Suggested XML Libraries for Lua

Lately I’ve been writing code in Lua that extracts data from XML documents, most notably for the game I am working on. The Lua Users Wiki has information about XML that you will find useful. Today I want to talk about the two libraries I have used for dealing with XML in Lua software.

Disclaimer

Both libraries I will discuss allow you to create XML documents by constructing them in memory as a collection of node ‘objects’ and then converting all of that to a string. They also allow you to modify existing XML documents in this fashion. I have never used either library for this purpose. Therefore, my opinions are strictly concerned with the quality of the libraries in terms of how they let you read XML data.

LuaXML

LuaXML by Gerald Franz comes as a combination of C and Lua.
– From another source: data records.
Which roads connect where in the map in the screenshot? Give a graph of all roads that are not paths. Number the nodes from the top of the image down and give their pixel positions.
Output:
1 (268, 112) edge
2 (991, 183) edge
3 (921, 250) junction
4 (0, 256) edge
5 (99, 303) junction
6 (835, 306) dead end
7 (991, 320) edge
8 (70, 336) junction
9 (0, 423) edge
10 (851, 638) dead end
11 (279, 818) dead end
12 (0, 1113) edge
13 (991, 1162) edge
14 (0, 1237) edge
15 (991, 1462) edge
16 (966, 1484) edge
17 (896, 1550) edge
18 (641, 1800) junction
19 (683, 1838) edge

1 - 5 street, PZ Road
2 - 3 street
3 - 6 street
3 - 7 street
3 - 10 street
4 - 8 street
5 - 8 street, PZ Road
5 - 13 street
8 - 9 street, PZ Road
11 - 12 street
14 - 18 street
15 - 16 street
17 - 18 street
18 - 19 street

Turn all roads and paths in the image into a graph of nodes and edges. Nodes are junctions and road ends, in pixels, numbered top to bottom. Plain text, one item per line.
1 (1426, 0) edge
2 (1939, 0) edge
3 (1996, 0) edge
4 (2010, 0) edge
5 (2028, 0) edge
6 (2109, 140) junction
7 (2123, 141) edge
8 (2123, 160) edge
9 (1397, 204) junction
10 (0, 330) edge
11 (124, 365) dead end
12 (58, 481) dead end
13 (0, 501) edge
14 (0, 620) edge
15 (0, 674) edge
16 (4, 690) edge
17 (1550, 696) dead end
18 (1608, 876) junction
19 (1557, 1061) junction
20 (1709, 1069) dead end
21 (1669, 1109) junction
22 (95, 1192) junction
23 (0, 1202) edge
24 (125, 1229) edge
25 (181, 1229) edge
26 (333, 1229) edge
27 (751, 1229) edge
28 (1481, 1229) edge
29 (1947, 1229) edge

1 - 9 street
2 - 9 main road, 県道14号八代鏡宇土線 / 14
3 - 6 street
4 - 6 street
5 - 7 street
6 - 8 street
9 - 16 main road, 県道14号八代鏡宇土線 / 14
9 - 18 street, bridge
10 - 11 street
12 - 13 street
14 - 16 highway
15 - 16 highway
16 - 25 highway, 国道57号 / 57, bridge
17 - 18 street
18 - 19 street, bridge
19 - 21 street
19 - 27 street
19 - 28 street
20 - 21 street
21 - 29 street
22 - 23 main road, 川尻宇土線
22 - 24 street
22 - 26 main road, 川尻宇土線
The C code provides the XML parser; it is short, fits comfortably in one file, and compiles easily on major operating systems. However, as is common with hand-rolled XML parsers, LuaXML’s lacks the thorough standards-compliance and features of mature XML libraries such as Expat—which has Lua bindings by the way.

LuaXML provides an easy-to-learn and use Lua interface. Let’s use this XML snippet for an example:

<!-- offset.xml -->
<offset>
    <x>10</x>
    <y>-20</y>
</offset>

We could use the following Lua code to create a table with these two values.

require("LuaXml")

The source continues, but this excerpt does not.